Inoltre, il fatto stesso che per mezzo di richiami da parte di suoi esponenti istituzionali, come Michele Anzaldi in una recente intervista a Formiche, tra le forze di maggioranza sia Italia Viva quella a voler dichiaratamente scaricare Conte per Draghi aumenta le perplessità di dem e pentastellati. Conte è indubbiamente isolato per i motivi che ben si sanno e anche il Quirinale non spenderà eccessive energie per difenderne la posizione, ma Sergio Mattarella sa anche che non permetterà alle forze politiche l’irresponsabilità di una crisi al buio. In quest’ottica Draghi viene evocato più che consultato, ritenuto l’unico possibile “pacificatore” ma anche lo spauracchio con cui chiamare Conte a quella leadership più collegiale che dopo la sbornia di visibilità legata all’emergenza sanitaria tanti gli chiedono.
Ormai Conte è visto con sospetto in ogni sua mossa autonoma. E come prevedibile l’intelligence è stato il campo in cui la contestazione alle sue manovre si è fatta più dura e compatta da parte dei partiti. Con, ça va sans dire, Italia Viva in testa al fronte dei critici dopo che Conte ha prospettato la nomina di un’autorità delegata ai servizi segreti di provenienza istituzionale (Consiglio di Stato) e non partitica, elemento che pur non presentando problematiche costituzionali ha scatenato una ridda di sospetti tra i partiti, timorosi di una possibile volontà di Conte di accentrarne ulteriormente il controllo. Col rischio, nota Italia Oggi, di scontentare tutti specie in un momento in cui il governo dovrà operare nomine importanti e “mettere mano alle nomine dei vicedirettori di Aise e Aisi, nonché alla nomina del comandante dell’Arma dei Carabinieri”.

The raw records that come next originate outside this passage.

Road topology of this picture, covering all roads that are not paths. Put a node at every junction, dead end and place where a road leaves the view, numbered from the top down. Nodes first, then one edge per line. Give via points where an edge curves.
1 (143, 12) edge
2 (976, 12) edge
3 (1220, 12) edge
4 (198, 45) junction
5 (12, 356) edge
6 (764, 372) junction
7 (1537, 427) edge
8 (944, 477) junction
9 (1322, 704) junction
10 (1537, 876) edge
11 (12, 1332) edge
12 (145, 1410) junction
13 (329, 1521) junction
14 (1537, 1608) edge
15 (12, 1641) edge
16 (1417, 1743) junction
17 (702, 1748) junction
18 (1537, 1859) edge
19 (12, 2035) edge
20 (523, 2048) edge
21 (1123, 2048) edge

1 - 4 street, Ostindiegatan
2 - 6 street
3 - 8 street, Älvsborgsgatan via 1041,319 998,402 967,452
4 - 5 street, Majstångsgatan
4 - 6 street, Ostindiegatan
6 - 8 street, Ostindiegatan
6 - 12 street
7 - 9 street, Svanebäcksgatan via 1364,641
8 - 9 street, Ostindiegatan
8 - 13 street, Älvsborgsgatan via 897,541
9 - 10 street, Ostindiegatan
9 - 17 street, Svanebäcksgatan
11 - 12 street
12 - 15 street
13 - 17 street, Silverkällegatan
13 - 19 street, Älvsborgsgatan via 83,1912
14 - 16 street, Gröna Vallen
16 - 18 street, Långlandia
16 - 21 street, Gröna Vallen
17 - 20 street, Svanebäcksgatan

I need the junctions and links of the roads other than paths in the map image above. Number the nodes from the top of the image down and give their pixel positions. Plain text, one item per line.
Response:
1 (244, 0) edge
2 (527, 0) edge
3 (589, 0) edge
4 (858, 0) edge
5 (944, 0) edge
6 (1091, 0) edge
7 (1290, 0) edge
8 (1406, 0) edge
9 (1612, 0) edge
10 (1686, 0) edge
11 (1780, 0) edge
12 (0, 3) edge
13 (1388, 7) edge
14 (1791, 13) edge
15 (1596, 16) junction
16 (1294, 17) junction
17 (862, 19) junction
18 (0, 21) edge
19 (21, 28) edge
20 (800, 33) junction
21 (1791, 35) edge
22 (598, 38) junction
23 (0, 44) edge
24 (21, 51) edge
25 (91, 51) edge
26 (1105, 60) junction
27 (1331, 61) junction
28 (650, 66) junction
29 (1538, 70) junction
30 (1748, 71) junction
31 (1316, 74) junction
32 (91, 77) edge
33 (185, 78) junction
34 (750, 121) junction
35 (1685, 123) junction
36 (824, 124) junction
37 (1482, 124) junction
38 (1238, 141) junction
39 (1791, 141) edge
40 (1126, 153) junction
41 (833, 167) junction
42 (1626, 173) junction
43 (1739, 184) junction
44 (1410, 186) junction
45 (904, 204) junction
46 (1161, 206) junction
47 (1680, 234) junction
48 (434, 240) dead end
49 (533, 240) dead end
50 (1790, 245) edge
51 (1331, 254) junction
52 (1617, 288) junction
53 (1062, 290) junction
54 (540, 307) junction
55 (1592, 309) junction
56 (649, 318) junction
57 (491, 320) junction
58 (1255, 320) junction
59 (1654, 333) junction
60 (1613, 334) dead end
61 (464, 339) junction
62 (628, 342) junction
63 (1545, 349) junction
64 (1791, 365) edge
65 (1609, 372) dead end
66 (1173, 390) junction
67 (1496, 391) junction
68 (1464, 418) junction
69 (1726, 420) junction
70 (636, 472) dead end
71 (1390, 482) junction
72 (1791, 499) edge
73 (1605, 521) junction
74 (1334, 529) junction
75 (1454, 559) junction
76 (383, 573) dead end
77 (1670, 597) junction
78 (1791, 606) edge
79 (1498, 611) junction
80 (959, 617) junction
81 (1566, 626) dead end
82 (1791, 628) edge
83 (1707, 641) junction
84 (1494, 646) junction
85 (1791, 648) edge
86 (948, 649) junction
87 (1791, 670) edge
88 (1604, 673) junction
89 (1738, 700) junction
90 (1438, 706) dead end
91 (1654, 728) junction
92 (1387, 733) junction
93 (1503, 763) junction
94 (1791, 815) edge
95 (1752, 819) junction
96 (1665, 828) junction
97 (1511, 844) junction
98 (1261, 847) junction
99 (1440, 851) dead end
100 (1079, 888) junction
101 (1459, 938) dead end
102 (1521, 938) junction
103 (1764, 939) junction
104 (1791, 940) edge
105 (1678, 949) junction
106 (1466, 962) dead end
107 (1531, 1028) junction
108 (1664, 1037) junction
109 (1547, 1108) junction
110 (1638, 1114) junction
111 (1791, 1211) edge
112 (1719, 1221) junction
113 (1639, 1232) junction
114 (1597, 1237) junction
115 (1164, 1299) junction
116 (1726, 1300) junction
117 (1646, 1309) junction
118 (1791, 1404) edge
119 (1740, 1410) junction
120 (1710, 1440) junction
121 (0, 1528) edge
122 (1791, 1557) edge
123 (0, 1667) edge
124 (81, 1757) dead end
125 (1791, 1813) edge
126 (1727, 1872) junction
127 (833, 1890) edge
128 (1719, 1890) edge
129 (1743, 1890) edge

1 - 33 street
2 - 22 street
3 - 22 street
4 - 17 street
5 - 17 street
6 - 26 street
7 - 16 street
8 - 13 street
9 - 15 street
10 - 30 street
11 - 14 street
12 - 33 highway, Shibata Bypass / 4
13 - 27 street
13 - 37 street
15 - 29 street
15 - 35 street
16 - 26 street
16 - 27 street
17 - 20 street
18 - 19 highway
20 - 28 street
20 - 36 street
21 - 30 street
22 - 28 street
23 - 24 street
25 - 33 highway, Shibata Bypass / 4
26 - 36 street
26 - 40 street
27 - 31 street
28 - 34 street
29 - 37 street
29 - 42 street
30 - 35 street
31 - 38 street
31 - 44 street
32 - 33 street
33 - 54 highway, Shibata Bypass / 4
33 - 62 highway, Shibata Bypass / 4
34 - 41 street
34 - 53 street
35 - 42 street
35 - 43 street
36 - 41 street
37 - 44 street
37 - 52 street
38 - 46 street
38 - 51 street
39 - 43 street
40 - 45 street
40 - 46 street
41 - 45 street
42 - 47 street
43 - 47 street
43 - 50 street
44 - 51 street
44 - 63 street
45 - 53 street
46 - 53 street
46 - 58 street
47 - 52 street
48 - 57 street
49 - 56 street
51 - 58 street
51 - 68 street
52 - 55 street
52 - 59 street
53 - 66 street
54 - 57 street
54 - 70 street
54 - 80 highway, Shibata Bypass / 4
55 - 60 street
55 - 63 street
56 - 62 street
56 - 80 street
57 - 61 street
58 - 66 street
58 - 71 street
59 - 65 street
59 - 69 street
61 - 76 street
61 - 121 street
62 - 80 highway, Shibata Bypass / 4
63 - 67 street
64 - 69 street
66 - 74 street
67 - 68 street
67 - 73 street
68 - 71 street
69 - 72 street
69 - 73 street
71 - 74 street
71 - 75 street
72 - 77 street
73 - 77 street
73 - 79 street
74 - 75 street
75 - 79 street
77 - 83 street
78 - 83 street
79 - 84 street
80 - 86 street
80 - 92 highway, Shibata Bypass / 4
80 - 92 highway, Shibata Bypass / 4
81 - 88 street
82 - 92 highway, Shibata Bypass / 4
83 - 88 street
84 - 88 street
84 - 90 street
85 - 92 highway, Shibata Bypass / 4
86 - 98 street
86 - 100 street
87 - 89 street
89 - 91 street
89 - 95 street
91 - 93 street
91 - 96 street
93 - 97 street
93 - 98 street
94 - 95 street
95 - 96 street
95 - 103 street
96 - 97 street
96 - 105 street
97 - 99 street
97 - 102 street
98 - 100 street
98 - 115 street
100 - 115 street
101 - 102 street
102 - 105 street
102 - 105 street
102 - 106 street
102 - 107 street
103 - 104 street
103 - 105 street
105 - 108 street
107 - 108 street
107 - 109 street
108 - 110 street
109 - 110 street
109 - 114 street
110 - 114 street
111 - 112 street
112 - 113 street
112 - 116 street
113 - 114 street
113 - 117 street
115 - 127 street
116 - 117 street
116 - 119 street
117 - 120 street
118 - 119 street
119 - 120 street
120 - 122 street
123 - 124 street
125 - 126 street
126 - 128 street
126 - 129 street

Conte sconta un deficit di credibilità tra le forze che lo sostengono, ma al contempo nella raffazzonata squadra giallorossa non ha alternative all’altezza che possano sostituirlo.
Draghi sarebbe dunque, al tempo stesso, alibi e timore per le forze politiche. Alibi, perché in caso di caduta di Conte l’unica alternativa sarebbe un grande gioco di passaggio del cerino a cui si potrebbe sottrarre solo chi (Fratelli d’Italia) ha già indicato nel ritorno alle urne l’unica soluzione e che rischierebbe di creare una maggioranza chiamata a ereditare i fallimenti politici ed economici giallorossi o, ancora peggio, a governare sulle macerie. Timore, perchè imporrebbe a tutti gli attori in campo di scoprire le carte dei loro progetti e di metterli in secondo piano rispetto all’ingombrante figura del banchiere romano, che sulla scia dello “schema Ciampi” avrebbe una stanza a Palazzo Chigi con vista ascesa al Quirinale nel 2022, fatto che priverebbe i partiti e il Parlamento della possibilità di una dialettica politica sul prossimo inquilino del Colle.
Una crisi caotica e totalmente controproducente per il Paese appare uno scenario più plausibile per il Paese, così come l’opzione di un rimpasto capace di permettere al governo di tirare a campare fino alle vere forche caudine, quelle che saranno doppiate in estate con l’apertura del semestre bianco in cui Mattarella non potrà sciogliere le Camere e al cui interno si apriranno le partite strategiche per gli anni a venire. Partite che, fin dal primo appuntamento con l’elezione del nuovo capo dello Stato, un’ascesa di Draghi anestetizzerebbe assieme ai possibili dividendi politici. E l’autoreferenziale maggioranza giallorossa difficilmente vorrà perdere anche la minima occasione spartitoria che prima del ritorno alle urne gli capiterà a tiro.